▶ **Extracted material**
[Start of section]

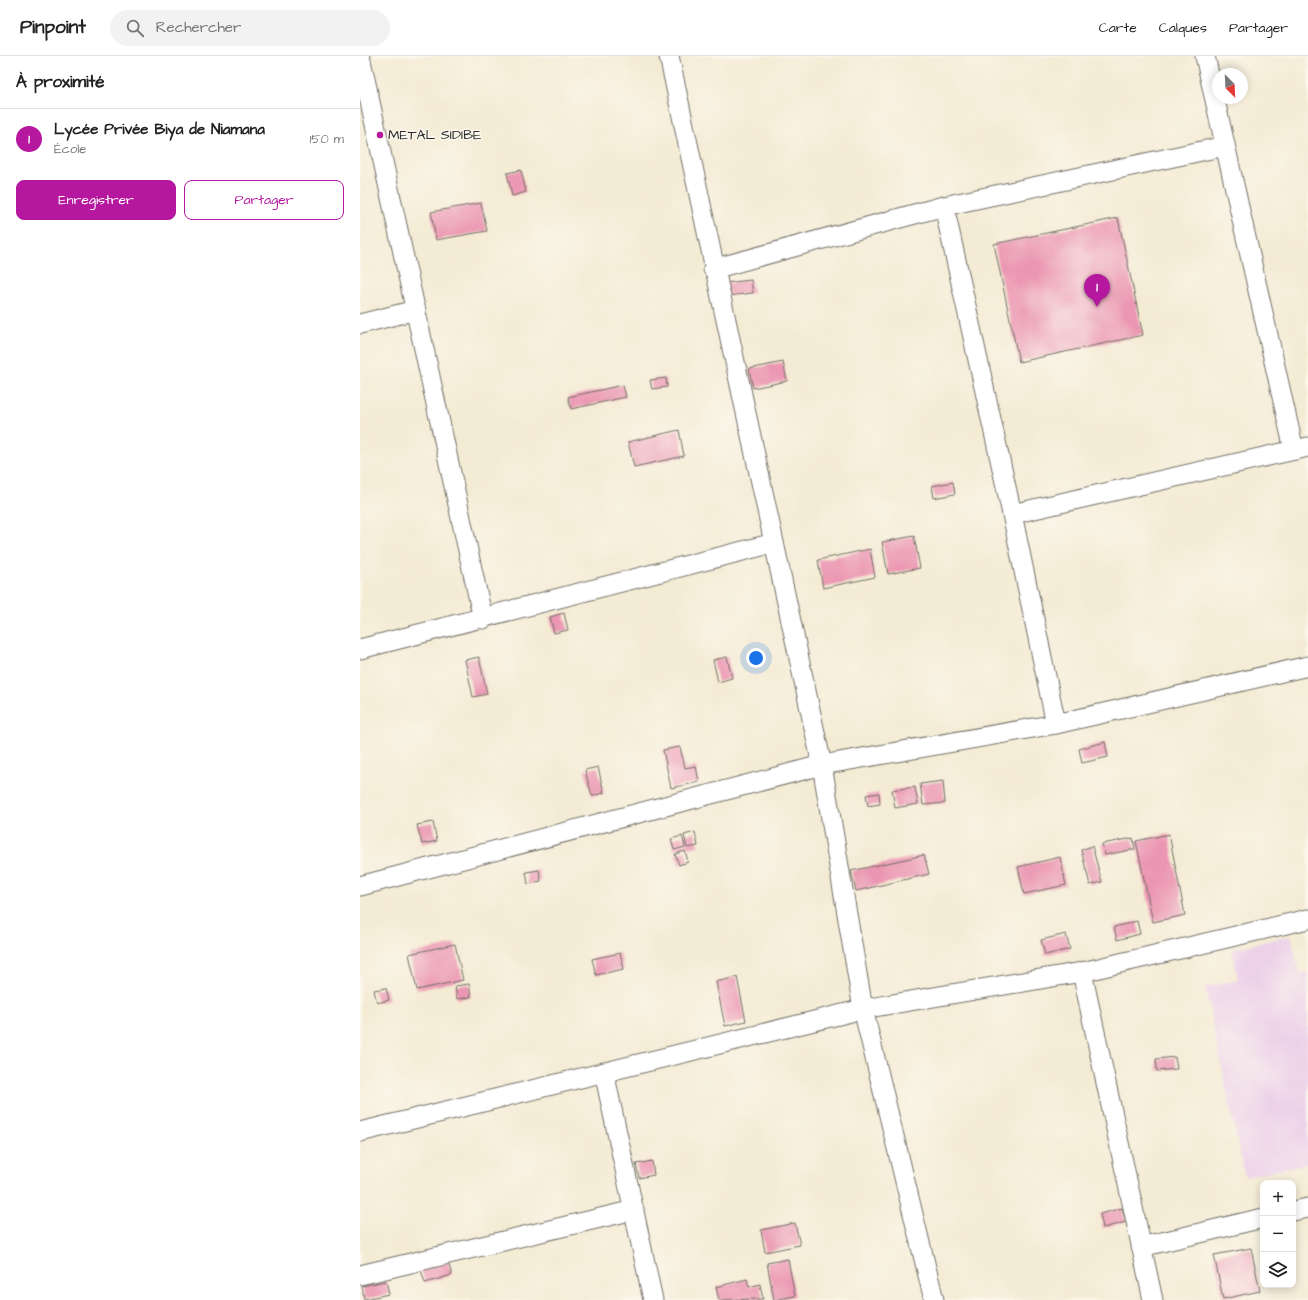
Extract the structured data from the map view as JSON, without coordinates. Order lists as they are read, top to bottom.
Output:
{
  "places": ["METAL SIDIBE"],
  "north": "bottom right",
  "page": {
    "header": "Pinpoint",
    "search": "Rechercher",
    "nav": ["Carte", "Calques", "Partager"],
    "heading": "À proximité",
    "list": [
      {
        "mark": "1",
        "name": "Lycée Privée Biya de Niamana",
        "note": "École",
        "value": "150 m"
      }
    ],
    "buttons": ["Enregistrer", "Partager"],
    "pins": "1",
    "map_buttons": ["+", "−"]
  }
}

[End of section]
[Start of section]

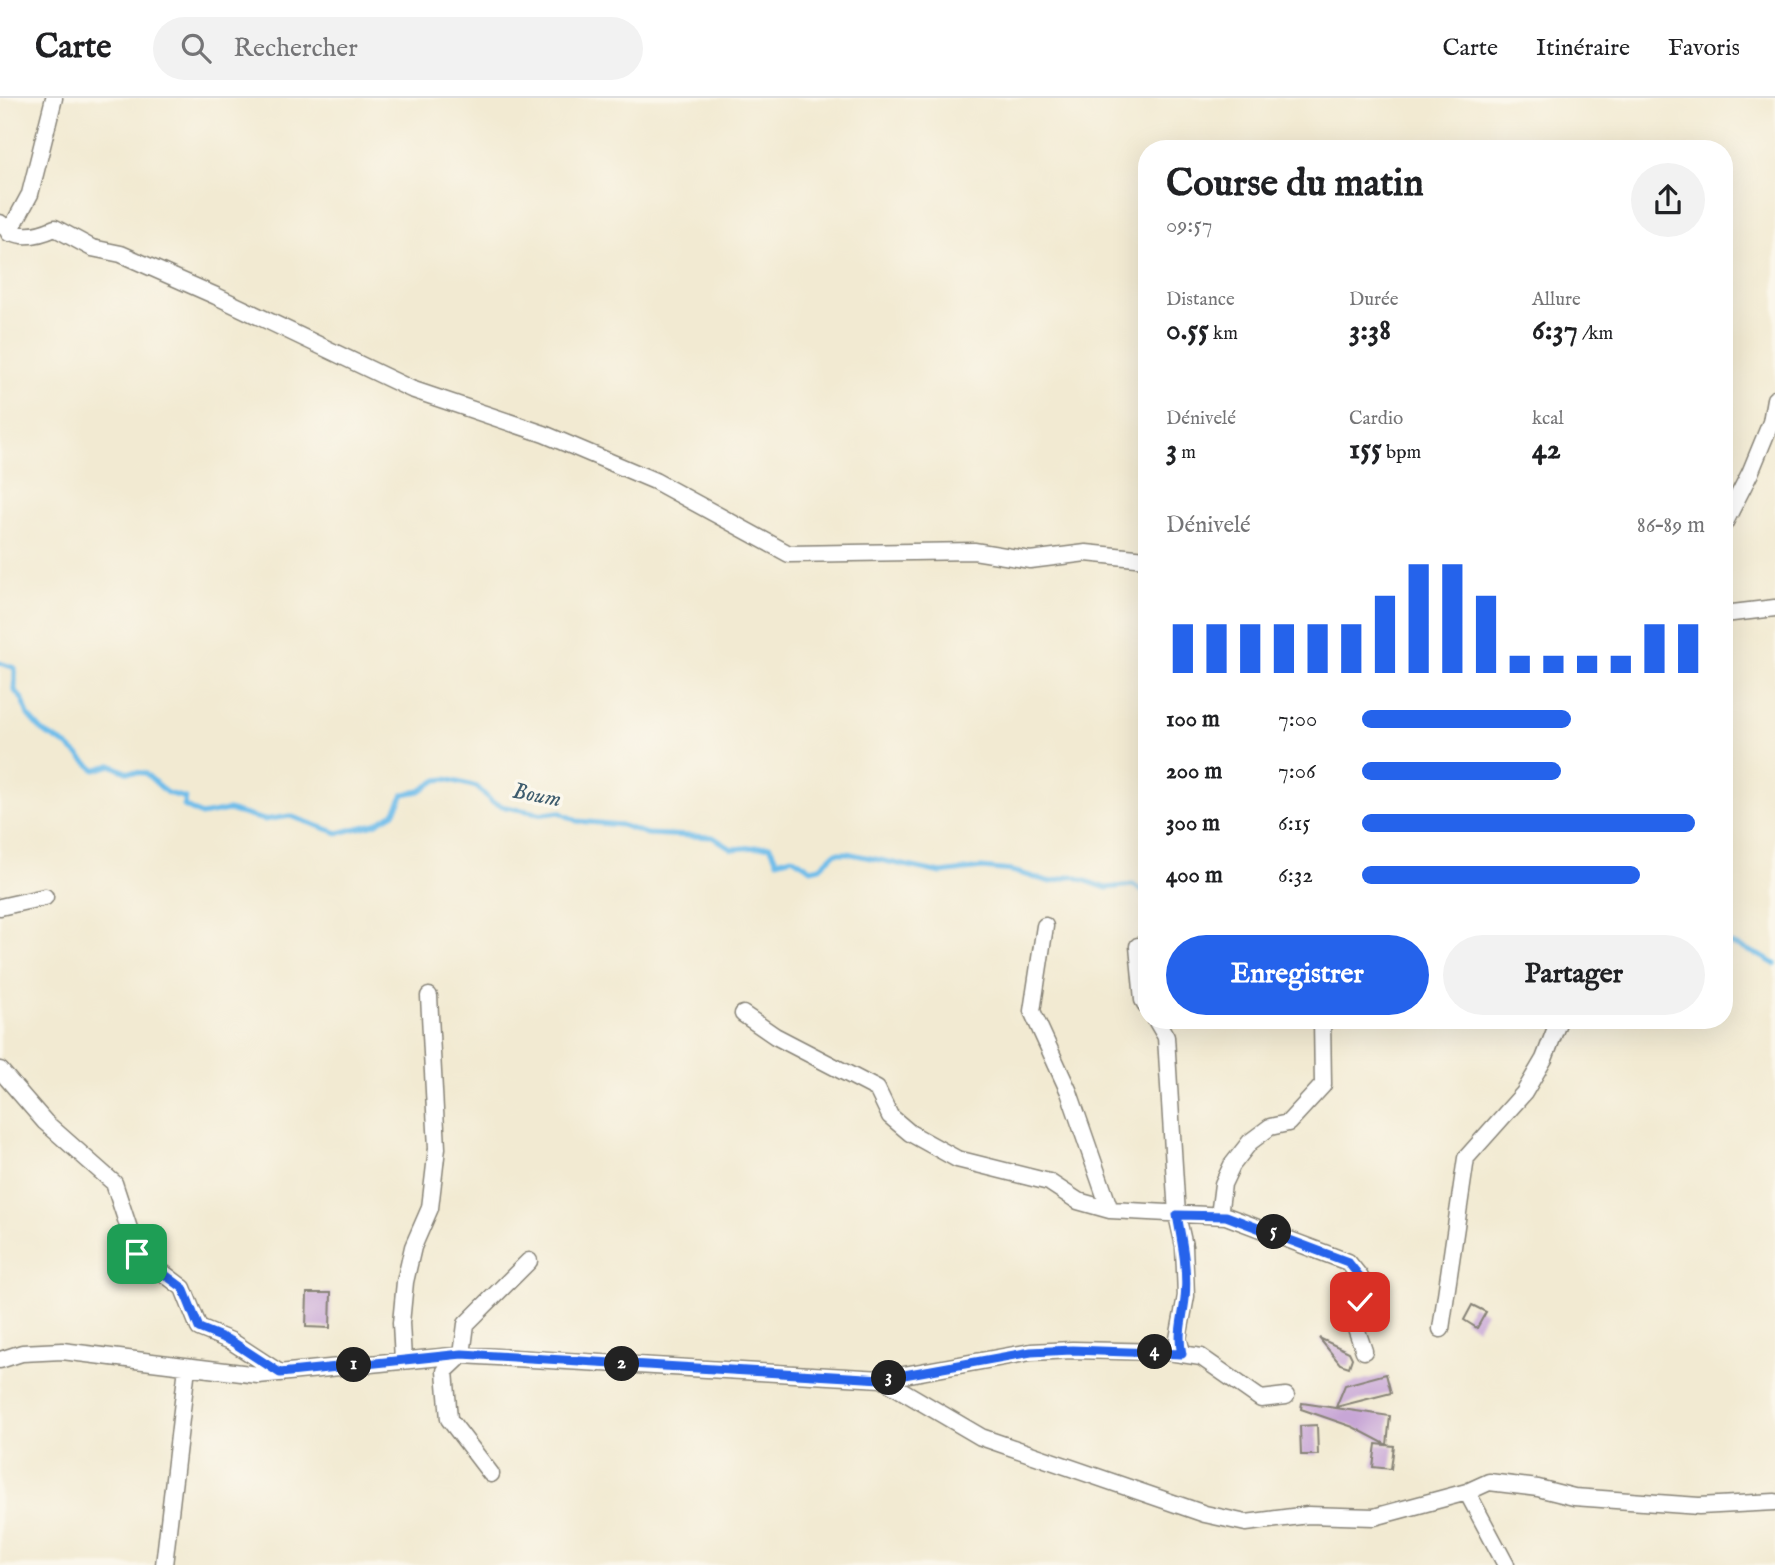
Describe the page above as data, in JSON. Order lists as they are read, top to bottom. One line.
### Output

[End of section]

▶ **Task objective**
When a line in the material contains the string "JSON", copy that line.

▶ **Answer to this exercise**
Extract the structured data from the map view as JSON, without coordinates. Order lists as they are read, top to bottom.
Describe the page above as data, in JSON. Order lists as they are read, top to bottom. One line.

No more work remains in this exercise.